Shortly after moving to Brenham, Texas in March 2008, my wife and I met with a local insurance agent. One wall of his office was filled with an enormous chart of the Dow Jones Industrial Average for the years 1900 to 2000. Several times during our meeting the agent tried to entice us to invest by pointing to the chart and saying "You see, your income will always continue to increase. Now is the time to buy." We could see the flaws in his logic at the time, and we didn't have the resources to invest anyway, so we politely declined his offer.
Little did we know that several months later - just days after we both quit our jobs in Brenham - the U.S. economy would collapse. Millions of people saw their investment portfolios shrivel, their homes get repossessed, and the bright future they had been assured slowly fade away. I closed my Texa$aver 457 retirement account in December 2008 for just $61.

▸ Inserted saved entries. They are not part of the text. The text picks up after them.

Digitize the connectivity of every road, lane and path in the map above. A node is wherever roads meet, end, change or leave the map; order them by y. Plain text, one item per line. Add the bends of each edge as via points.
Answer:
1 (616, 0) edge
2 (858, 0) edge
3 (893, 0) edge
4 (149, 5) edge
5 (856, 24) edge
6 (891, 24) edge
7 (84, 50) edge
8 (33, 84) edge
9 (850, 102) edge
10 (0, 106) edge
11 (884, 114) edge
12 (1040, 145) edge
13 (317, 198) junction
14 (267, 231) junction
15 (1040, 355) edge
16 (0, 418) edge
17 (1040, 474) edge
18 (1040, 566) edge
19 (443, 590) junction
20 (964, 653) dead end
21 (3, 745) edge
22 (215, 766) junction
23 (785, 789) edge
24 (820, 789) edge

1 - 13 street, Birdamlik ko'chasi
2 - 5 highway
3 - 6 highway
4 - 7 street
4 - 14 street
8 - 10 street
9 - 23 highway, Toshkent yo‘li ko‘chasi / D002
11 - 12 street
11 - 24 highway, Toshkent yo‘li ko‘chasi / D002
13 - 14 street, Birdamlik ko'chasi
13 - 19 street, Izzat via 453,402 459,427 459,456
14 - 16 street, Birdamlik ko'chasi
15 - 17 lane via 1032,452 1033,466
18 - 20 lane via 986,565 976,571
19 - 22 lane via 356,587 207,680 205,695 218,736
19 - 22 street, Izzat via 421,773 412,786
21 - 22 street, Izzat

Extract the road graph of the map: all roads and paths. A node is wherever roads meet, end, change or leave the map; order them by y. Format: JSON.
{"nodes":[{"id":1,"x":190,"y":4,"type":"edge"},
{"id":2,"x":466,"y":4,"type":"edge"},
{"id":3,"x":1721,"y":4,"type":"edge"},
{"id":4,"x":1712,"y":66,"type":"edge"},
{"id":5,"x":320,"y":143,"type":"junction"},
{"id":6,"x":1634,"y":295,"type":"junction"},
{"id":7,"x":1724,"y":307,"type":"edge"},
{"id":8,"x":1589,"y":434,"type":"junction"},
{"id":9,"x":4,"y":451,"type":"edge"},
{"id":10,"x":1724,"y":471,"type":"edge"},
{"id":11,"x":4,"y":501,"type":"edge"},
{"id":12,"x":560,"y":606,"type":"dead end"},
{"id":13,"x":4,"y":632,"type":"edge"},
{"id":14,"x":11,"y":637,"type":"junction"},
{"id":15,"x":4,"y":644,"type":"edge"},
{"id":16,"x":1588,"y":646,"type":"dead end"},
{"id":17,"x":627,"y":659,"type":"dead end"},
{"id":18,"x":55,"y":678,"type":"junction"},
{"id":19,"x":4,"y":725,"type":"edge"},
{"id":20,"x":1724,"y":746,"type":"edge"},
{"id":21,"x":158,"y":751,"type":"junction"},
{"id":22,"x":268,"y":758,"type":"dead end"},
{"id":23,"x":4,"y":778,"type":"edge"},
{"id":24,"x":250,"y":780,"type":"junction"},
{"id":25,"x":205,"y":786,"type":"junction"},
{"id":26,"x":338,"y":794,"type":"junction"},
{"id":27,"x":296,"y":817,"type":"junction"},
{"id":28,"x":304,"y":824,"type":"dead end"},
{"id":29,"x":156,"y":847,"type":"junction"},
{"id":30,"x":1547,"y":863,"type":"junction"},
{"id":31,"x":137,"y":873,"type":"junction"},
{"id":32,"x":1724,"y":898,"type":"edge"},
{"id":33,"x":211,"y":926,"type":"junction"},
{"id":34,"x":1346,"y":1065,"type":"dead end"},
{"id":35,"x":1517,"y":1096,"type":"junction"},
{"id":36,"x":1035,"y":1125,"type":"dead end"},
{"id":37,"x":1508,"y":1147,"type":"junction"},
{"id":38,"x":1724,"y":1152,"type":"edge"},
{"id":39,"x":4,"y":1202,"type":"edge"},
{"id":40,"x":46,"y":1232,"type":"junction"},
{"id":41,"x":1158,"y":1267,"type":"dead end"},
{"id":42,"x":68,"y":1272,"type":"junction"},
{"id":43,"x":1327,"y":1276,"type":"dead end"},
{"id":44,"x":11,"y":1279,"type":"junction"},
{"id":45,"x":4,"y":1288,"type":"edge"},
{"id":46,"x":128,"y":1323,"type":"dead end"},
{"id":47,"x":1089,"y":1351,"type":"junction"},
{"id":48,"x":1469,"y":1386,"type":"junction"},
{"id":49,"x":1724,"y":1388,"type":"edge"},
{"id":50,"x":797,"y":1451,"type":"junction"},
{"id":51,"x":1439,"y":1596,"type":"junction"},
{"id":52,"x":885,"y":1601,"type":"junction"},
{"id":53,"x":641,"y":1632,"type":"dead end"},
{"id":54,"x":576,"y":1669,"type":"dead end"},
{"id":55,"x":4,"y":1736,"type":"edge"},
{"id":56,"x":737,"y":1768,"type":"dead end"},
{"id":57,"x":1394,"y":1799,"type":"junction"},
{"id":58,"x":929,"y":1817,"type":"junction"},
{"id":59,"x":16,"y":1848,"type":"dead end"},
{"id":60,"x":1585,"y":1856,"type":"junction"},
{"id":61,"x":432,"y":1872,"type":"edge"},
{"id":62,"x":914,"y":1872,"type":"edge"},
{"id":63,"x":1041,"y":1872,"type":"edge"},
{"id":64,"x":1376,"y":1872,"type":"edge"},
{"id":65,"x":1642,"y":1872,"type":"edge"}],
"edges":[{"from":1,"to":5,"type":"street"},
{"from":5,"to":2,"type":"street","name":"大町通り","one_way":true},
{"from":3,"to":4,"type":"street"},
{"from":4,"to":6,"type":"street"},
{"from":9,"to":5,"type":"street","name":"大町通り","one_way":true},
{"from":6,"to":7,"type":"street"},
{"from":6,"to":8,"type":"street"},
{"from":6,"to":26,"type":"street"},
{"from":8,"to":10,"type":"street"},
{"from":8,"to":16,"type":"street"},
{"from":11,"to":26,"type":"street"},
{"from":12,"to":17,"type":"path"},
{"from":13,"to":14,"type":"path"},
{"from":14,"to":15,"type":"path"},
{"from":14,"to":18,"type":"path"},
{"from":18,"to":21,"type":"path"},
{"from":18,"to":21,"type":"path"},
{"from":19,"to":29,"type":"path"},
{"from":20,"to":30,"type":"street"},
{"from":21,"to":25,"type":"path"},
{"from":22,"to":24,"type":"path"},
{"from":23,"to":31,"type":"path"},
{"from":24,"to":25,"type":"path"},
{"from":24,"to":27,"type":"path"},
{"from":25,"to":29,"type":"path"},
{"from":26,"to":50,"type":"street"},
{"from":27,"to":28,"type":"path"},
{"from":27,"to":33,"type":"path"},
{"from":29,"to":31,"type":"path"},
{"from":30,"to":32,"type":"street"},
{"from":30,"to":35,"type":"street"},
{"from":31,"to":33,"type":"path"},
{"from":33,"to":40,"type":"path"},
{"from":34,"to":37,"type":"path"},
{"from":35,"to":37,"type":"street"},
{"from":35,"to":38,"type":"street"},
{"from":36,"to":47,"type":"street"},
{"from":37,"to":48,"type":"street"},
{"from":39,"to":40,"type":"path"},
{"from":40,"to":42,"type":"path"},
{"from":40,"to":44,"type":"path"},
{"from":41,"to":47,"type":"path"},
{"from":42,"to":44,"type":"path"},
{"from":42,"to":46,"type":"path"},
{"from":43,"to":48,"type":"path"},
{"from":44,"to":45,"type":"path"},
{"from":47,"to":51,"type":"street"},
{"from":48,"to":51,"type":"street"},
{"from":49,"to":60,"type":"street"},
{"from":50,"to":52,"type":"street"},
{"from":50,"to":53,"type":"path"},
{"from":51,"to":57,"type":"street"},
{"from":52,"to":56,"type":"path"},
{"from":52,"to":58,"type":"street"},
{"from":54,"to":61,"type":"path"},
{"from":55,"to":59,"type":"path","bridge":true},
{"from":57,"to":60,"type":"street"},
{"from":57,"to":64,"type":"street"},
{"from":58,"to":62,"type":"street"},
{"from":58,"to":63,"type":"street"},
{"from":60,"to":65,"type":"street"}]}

Today, the soundtrack for my daily commute is filled with economists and government officials on NPR discussing bubbles and bailouts and projections and forecasts. Like the rest of us, they are thoroughly rattled by the recession and are clamoring to find meaning amongst the mountains of economic data. Each week a new indicator is identified as the best predictor of economic health - unemployment, job creation, foreclosures, new home construction, commodities, oil prices, underwear sales. (Yes, last week I actually heard an "expert" claim that underwear sales are the preeminent marker of economic growth. Perhaps sales are up simply because everyone crapped themselves at the thought of a $61 retirement nest egg.)
If anything is clear about our economy, it's this: We must stop expecting the economy to return to pre-2008 "normal" levels and begin accepting that our present situation is actually the "new normal." It's both myopic and ignorant of us to believe that our 2008 economic numbers were truly healthy. We'd be lying to ourselves, which is exactly what we did then that got us into this situation in the first place. Instead, I believe that the quicker we begin to accept the "new normal" the quicker the economy will actually begin to recover.
Why? Because we're not very skilled at handling change. Change makes us feel unsafe, and we respond by clinging to the memory and values of a time when we felt more secure. There's nothing inherently wrong with that process - its more or less ingrained in our DNA. The problem arises when we permit our anxiety about the change to stifle our growth. We see the same process occur in another area of life in which we notoriously fear change - interpersonal relationships. I've worked with couples whose marriages suffered tremendous trauma, such as infidelity or the loss of a child. Such an event can certainly have a devastating effect on a marriage, and yet we are surrounded by examples of marriages that successfully cope with the trauma and their lives return to feeling "normal."
I think our relationship with money needs to follow the same path. We need to make changes and be more honest with our observations of what is going on. The "new normal" economy is more volatile, so we need to be more cautious. Growth will be slower, but at a pace that can be sustained. All hope is not lost; the world is not ending. This is just the new normal - we need to accept it and move forward with our lives.